Jio yang tak tahu-menahu, mengedikan bahu. Selagi Dior menerka adzan jam berapa. Sada memerosotkan badan, perlahan jadi tiduran sempurna di lantai toilet.

"Eh-eh-eh, jangan tidur di sini. Sadaaaa!!!!  Tar kita susah ngangkatnya, anjir! Badan lu berat, Anjeng!"

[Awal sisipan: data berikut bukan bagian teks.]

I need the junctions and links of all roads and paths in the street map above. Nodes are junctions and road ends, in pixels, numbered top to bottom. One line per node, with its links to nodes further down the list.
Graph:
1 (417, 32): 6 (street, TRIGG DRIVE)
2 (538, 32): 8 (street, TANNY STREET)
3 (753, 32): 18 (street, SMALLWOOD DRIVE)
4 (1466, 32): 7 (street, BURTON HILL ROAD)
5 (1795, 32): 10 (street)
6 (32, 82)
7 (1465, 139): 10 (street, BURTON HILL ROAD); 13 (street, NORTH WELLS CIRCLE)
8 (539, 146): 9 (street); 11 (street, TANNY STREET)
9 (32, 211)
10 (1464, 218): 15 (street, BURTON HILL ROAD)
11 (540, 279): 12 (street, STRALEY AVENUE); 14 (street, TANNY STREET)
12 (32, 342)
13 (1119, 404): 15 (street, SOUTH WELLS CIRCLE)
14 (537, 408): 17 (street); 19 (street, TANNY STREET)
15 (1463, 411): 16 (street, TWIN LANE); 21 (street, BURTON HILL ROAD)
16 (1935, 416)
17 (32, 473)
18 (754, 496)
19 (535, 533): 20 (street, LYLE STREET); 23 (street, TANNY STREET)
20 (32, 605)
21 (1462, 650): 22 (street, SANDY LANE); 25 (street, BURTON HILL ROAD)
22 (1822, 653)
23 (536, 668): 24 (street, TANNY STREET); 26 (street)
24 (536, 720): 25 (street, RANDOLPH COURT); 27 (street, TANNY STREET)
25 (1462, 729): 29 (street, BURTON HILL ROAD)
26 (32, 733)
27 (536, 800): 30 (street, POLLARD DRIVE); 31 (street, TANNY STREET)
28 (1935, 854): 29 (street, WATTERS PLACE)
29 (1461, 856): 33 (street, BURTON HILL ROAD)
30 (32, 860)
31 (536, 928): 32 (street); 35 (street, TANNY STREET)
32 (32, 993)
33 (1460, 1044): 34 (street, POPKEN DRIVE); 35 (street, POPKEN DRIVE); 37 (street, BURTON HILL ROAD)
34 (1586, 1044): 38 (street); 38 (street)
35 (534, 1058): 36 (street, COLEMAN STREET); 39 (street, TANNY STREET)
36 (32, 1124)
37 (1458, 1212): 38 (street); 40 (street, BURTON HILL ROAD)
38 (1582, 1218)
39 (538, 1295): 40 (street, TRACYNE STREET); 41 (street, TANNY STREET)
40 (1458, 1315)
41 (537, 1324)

Dior coba menarik jaket kulit Sada dengan kedua tangannya, berusaha membangunkan. Tapi Sada emang serese itu kalau sudah mabok berat. Matanya tetap terpejam, bahkan sekarang sudah mulai mendengkur.

"Biarin ajalah dia tidur di toilet. Repot-repot angkat ke atas," ucap Jio dengan santainya. Dia masih menyedot susu kotak yang sudah habis kayaknya soalnya terdengar suara sroot-srroot saat disedot.

"Susunya abis, Ji." Dior memandang datar. "Lo buang, terus bantu gue angkat abang bangsat lo ini! Inget kata Papa, sebrengsek-brengseknya saudara, tetep saudara, jangan ditinggal kalo lagi mabok."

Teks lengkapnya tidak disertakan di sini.